My Husband Has Changed. I Wonder If He Still Loves Me.



Your husband loves you and will continue to love you. What you are seeing is very common and natural. We are all humans and when we strive to achieve something we have dreamed of so much, we breathe and release the pressures of the past. He has rest of mind now, no more confusion from other rivals. He knows he has no competitors now as he fully owns you, so what else? 


I can remember a lady crying out two years ago and narrating how her husband before her marriage used to adore her, open the front car door for her, ensure she's given a seat first before he can sit in the public,  or pull out a chair for her to sit first, used to take her to the saloon to make her hair and wait over watching and admiring her, etc but after they got married, she discovered that her husband stopped opening the car door for her, let alone to take her to the salon and stay till she's done.  


Love still exists, even stronger than before so relax and know that he now feels extremely safe, as he now sees you as a part of him. His joy knows no bounds as you are finally bearing his name. Listen,  then he was busy knocking at your door for you to open and so you don't expect him to have knocked recklessly,  he's got to knock appealingly to win your heart to let him in. How can he still be knocking after he's won your heart and settled down? 


A lady also said that while courting her man, whenever he visited and she was set for church,  he'll join her the Church,  at some point, he almost made her church his church but after getting married, the same Church he used to praise was the same he listed out its flaws and stopped every attempt of stopping by. 


Another lady also said that while she was dating her husband,  she was also seeing someone else she knew before him and that severally when she traveled to meet the other person, her husband whom she was dating would see her off at the bus park and paid her fare to and fro even when his instincts must have told him that she's traveling to see another man due to the funny phone conversations he must have heard, but that very man that was seen as a weakling displayed his manly authority when they later got married. 

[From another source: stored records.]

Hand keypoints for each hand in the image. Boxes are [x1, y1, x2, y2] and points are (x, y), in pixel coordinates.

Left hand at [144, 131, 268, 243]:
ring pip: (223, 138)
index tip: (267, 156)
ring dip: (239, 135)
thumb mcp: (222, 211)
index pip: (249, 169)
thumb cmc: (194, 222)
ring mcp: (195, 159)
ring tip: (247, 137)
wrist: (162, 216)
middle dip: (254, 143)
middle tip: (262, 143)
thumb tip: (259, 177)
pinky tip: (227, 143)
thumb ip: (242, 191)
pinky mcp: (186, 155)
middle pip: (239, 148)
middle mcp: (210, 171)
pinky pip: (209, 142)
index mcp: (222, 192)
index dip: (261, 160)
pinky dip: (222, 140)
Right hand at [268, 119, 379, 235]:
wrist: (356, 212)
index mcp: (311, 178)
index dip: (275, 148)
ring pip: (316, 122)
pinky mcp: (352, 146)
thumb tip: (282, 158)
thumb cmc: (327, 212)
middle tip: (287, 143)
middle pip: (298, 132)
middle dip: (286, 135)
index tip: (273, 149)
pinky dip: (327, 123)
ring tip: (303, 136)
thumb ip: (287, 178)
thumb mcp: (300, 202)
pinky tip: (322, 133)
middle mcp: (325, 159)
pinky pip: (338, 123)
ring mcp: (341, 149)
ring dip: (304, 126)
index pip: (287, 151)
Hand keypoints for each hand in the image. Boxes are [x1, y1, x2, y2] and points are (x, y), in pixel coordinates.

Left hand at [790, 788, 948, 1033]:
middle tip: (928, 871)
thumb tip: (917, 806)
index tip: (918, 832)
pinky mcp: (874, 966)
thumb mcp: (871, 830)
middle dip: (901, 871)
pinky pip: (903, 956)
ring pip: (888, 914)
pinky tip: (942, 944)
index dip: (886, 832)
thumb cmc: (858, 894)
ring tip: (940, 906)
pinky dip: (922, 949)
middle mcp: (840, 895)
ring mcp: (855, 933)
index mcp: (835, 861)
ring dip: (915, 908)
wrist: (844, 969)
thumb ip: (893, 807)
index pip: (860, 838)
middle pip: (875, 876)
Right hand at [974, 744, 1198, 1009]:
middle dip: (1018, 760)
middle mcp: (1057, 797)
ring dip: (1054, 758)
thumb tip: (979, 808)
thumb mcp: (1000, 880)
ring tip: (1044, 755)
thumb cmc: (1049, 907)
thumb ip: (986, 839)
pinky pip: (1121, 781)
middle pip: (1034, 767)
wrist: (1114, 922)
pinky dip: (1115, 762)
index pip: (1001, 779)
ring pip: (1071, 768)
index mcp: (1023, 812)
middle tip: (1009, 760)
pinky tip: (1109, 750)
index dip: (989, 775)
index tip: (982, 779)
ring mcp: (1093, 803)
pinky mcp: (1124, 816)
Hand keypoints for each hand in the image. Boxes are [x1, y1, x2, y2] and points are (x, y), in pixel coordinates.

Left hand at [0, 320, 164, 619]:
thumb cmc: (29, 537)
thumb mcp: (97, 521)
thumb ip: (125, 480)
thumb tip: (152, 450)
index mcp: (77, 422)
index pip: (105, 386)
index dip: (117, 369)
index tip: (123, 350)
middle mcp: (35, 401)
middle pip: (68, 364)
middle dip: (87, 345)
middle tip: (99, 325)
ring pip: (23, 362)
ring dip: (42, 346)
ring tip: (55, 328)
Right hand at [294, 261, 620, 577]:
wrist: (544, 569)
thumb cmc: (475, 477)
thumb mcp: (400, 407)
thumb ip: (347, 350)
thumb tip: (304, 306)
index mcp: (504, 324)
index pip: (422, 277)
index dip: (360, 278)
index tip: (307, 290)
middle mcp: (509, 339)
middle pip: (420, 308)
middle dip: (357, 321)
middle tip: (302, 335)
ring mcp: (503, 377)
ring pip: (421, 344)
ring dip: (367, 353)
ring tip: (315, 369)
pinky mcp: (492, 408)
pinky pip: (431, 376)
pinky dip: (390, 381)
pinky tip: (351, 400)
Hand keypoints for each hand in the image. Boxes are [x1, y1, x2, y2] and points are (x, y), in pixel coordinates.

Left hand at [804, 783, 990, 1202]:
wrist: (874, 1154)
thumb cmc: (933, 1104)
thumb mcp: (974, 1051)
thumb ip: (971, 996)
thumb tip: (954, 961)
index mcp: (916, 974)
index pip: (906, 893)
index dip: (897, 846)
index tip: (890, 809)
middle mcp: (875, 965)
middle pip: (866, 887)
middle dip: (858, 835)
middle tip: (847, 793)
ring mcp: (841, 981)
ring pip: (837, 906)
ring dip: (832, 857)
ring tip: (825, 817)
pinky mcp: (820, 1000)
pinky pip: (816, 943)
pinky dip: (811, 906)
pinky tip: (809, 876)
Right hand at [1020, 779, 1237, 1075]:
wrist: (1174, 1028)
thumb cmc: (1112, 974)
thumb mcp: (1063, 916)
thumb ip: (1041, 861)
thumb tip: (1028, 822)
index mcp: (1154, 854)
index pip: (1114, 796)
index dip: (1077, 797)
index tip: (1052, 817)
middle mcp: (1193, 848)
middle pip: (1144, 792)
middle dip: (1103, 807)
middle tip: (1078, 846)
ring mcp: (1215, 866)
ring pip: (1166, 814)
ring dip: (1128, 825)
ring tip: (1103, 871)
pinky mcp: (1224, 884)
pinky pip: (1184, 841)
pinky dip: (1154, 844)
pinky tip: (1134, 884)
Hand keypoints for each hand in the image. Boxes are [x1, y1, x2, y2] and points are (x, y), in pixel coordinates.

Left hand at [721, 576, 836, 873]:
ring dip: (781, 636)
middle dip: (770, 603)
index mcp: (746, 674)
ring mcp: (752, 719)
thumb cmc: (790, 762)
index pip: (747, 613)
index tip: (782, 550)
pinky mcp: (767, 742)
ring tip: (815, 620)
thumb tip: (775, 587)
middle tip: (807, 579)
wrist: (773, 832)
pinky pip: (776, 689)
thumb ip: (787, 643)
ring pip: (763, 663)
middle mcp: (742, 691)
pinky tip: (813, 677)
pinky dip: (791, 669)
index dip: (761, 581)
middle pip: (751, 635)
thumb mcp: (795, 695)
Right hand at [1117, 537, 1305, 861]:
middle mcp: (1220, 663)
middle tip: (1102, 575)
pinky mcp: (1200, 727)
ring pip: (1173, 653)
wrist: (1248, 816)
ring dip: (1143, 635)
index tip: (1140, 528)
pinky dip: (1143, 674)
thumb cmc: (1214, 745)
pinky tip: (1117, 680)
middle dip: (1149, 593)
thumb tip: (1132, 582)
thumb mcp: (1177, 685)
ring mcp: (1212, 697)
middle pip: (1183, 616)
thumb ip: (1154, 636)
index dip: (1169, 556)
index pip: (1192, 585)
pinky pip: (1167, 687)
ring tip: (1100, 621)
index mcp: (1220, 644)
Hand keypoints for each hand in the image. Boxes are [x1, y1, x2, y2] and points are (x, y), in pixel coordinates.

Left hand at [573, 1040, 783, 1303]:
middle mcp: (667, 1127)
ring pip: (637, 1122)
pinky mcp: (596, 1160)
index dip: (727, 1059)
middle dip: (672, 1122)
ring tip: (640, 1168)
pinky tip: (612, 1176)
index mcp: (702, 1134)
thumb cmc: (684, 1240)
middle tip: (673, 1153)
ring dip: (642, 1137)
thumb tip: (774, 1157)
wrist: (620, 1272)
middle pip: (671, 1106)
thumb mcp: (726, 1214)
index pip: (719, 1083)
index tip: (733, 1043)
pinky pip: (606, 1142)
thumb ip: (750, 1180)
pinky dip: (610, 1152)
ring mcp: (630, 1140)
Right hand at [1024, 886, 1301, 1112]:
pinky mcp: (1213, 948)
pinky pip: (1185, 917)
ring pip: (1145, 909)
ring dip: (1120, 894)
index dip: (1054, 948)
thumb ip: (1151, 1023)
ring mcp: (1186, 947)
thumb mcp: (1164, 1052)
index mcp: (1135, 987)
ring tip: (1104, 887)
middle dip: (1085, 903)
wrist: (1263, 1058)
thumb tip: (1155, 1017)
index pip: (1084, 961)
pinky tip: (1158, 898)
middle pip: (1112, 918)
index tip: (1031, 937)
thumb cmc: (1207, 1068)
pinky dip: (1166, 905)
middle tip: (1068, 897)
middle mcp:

Ladies, do we remember how we used to go sexy, parading our nude bodies with only g-strings attached to our waist? What about the hot bum shorts we used to flaunt whenever we were together with our man when we were yet to get married, do we still go sexy with those items? A lot of us abandoned our sexy micro undies the moment we got married and settled for boxers.  Do we still remember how we used to call or send sweet naughty messages when we were dating or courting? Do we still remember how we used to ask after his mother or check on his family? Do we still remember how we used to go the extra mile to prove to our partners while we were dating that we are the best? Do we still stress ourselves to prove that point to him now that we are happily married? That is just a point to tell us that it happens naturally. The same way we've changed is the same way our partners have changed, but that doesn't imply that we've stopped loving our partners. 


We were equally expecting him to knock at our door, so to open it for him to see how lucky he is to have us, how beautiful and sexy we are than other ladies out there. Does it mean we no longer love him as we got married and we gradually withdrew from those things we used to do to entice him? No! We love and value our husbands,  the truth remains that having tied the knot with him, we have this air of confidence and trust that we are his favorite; he loves and accepts us, and finally belongs to us as he chose us over other girls who were flaunting to get his attention.  This security confidence beclouds us and we fail to see and know that we have gradually retreated from our initial traits. 


Tying the knots is a beautiful thing, as our security guarantee is built and offers us peace of mind, so don't panic, keep loving your partner, and be rest assured that his love for you is immeasurable despite what you may see and assume.